切断中のスタンバイ配置に ArcGIS Enterprise 配置を複製できます。プライマリ配置に障害が発生したり、アクセス不能になったりした場合は、スタンバイ配置にフェイルオーバーすることができます。
スタンバイ配置は、通常は別のネットワークかサブネットワーク上で動作します。場合によっては、プライマリ配置とはまったく別の地域にあることもあります。スタンバイ配置を使用する場合は、ArcGIS Enterprise クライアントが、必要なときにスタンバイ配置にアクセスできることを確認してください。
地理的な冗長性
プライマリ データ センターとスタンバイ データ センターが地理的に離れた場所にあれば、地理的な冗長性を持たせることができます。いずれかのデータ センターにハリケーンなどの自然災害が発生した場合でも、スタンバイ データ センターをアクティブにし、運用を再開できます。
地理的な冗長性を正常に行うには、一定の条件を満たす必要があります。
- プライマリ環境とスタンバイ環境は同一にする必要があります。各データ センターの ArcGIS Enterprise 配置内のコンピューターの数は同じでなければなりません。また、これらのコンポーネントへのアクセスに使用されている URL も同じでなければなりません。
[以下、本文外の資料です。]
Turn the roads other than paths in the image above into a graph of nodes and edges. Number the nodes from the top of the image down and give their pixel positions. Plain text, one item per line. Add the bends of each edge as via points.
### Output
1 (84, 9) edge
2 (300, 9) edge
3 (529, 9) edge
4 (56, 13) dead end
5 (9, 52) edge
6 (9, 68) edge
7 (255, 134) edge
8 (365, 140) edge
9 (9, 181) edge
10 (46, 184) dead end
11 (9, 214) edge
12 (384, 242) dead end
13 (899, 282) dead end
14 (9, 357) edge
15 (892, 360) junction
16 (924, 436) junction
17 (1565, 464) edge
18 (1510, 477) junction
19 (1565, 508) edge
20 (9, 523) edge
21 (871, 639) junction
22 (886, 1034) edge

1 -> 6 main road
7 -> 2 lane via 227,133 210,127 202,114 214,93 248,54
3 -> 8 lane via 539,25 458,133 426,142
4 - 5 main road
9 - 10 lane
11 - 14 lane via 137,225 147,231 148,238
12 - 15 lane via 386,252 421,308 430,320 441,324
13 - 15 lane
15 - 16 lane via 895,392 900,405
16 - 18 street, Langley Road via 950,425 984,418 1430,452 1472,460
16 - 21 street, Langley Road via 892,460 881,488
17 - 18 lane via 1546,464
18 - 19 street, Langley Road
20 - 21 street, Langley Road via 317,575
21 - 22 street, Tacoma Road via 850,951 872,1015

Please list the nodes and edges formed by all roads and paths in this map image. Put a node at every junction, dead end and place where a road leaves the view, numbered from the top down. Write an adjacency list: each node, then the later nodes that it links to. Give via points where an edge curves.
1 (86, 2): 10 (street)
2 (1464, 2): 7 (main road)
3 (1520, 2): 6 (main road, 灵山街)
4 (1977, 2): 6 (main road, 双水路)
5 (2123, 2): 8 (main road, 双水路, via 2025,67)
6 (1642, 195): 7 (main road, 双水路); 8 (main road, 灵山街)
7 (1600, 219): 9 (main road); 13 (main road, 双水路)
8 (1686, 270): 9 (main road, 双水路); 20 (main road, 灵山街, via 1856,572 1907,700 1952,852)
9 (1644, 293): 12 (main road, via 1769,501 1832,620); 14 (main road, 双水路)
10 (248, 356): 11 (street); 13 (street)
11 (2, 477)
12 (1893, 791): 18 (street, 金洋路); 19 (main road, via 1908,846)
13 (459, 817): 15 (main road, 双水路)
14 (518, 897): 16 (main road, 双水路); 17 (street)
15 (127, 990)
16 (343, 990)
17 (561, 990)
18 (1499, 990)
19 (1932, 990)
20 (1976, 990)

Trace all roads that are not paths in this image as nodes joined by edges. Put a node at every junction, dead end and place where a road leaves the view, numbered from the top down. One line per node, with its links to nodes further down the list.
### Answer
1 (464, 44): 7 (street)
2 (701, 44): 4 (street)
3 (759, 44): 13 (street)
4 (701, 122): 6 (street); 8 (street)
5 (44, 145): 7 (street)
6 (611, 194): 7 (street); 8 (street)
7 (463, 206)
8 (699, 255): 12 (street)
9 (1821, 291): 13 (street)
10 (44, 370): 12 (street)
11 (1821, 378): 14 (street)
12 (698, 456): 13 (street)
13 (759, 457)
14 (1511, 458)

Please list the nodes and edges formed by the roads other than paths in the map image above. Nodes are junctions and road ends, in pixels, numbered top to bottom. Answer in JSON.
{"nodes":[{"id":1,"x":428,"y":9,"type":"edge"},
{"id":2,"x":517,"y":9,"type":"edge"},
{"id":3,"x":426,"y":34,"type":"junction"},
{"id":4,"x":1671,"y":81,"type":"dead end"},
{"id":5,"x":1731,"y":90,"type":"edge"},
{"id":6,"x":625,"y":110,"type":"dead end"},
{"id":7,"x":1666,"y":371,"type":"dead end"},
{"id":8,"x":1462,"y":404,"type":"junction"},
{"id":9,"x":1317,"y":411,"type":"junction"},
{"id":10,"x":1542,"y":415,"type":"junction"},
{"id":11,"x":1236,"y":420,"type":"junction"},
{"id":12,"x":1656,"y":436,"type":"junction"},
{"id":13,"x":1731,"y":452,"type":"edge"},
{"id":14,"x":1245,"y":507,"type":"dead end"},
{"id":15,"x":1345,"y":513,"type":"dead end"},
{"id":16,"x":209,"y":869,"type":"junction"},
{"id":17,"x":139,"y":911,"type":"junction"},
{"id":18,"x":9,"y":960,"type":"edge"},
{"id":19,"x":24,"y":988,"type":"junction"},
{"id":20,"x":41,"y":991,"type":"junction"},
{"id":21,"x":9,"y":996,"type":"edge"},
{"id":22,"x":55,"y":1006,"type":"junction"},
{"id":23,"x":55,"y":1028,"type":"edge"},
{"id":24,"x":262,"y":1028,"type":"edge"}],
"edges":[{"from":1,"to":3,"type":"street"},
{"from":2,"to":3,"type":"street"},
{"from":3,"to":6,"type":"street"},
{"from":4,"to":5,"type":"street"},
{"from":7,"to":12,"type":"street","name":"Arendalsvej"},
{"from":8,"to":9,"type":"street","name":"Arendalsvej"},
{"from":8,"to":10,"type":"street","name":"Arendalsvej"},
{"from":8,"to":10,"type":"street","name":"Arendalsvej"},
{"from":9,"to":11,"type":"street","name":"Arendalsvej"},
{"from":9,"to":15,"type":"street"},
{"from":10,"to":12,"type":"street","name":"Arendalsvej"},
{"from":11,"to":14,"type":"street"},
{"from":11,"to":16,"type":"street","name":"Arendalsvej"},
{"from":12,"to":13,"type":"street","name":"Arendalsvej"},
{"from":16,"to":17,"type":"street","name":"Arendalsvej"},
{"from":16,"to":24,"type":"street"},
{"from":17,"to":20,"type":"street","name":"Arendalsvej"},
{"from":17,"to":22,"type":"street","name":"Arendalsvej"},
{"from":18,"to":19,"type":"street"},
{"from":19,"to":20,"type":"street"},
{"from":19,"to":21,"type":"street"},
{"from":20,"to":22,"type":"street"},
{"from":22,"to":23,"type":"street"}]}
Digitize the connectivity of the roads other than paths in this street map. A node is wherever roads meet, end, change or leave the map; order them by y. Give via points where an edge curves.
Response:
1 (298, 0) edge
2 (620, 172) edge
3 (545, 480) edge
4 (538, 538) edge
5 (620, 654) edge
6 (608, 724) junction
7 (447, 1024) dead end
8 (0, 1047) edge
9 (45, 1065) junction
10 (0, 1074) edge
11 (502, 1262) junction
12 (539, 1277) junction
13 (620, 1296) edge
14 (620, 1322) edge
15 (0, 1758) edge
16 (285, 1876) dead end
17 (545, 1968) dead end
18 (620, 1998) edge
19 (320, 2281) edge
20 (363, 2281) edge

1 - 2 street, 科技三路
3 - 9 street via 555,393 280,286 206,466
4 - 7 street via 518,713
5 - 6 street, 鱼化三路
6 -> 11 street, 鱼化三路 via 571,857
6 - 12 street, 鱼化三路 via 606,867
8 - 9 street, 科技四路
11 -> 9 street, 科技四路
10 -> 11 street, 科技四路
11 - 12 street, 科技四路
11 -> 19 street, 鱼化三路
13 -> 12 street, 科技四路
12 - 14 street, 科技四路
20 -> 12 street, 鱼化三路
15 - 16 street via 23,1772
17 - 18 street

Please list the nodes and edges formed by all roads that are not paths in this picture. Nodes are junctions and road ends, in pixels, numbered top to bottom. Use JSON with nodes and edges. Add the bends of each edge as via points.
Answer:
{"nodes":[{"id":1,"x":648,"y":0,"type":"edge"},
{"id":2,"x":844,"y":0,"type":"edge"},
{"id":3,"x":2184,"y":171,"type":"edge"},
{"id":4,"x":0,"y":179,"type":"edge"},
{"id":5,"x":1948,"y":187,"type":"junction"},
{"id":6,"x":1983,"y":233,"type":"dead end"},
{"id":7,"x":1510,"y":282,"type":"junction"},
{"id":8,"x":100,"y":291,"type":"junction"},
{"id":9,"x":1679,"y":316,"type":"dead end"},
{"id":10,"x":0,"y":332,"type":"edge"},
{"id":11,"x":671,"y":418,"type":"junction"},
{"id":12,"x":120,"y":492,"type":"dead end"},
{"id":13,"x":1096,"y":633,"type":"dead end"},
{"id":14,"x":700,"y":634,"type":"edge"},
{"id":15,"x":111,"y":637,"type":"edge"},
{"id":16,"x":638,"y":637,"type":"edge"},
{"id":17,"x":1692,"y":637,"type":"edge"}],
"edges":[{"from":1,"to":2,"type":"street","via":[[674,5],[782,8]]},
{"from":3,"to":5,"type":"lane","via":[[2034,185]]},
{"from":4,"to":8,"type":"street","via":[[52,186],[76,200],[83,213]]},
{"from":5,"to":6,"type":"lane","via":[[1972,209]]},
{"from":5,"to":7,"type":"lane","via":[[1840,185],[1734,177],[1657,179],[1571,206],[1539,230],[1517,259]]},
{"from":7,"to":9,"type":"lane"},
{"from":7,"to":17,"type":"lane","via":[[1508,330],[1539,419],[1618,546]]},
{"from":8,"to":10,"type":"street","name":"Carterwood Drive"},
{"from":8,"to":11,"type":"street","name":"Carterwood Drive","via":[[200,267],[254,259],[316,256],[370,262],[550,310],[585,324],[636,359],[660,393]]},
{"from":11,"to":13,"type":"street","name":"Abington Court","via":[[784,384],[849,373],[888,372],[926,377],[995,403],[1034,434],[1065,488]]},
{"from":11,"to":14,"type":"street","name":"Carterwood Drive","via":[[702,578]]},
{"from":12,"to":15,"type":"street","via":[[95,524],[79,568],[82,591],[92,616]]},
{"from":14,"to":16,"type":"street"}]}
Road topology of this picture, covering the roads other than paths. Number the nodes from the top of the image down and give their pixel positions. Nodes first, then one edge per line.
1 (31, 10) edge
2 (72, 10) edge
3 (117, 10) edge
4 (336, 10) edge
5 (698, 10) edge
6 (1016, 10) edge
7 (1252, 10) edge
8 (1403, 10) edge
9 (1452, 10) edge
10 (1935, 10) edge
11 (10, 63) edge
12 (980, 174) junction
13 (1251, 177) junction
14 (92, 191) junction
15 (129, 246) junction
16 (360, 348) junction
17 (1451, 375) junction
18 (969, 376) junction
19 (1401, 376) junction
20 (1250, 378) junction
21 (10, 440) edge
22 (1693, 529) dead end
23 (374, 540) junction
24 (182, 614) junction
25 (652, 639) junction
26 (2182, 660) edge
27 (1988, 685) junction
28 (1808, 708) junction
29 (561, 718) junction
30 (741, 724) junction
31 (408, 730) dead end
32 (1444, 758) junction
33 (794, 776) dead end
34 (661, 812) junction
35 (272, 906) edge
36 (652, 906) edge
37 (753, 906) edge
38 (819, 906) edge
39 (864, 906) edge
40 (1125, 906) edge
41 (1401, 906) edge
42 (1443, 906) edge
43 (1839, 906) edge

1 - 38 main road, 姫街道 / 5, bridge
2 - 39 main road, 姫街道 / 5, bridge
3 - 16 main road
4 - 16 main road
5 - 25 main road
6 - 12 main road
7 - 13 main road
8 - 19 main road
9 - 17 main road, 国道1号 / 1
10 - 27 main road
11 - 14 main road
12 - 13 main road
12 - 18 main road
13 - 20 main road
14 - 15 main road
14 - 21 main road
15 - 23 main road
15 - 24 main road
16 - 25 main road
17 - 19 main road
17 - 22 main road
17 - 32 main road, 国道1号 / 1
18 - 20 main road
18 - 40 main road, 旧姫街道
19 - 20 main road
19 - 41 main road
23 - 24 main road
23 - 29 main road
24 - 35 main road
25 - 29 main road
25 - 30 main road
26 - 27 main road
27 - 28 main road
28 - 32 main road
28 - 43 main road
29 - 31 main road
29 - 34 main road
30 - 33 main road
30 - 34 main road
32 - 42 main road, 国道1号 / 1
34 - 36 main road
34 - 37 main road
- 地理的な冗長性は、一般にアクティブ/パッシブ アプローチを採用しているので、スタンバイ ArcGIS Enterprise 配置に複製するデータとコンテンツには整合性を持たせる必要があります。
- 地理的な冗長性を成功させるには、サードパーティのコンポーネントを利用します。たとえば、プライマリ データ センターからスタンバイに切り替えるときに、ArcGIS Enterprise ユーザーの操作が中断されないようにするには、グローバル サイト セレクターまたはグローバル ドメイン名システム (DNS) サーバーが重要です。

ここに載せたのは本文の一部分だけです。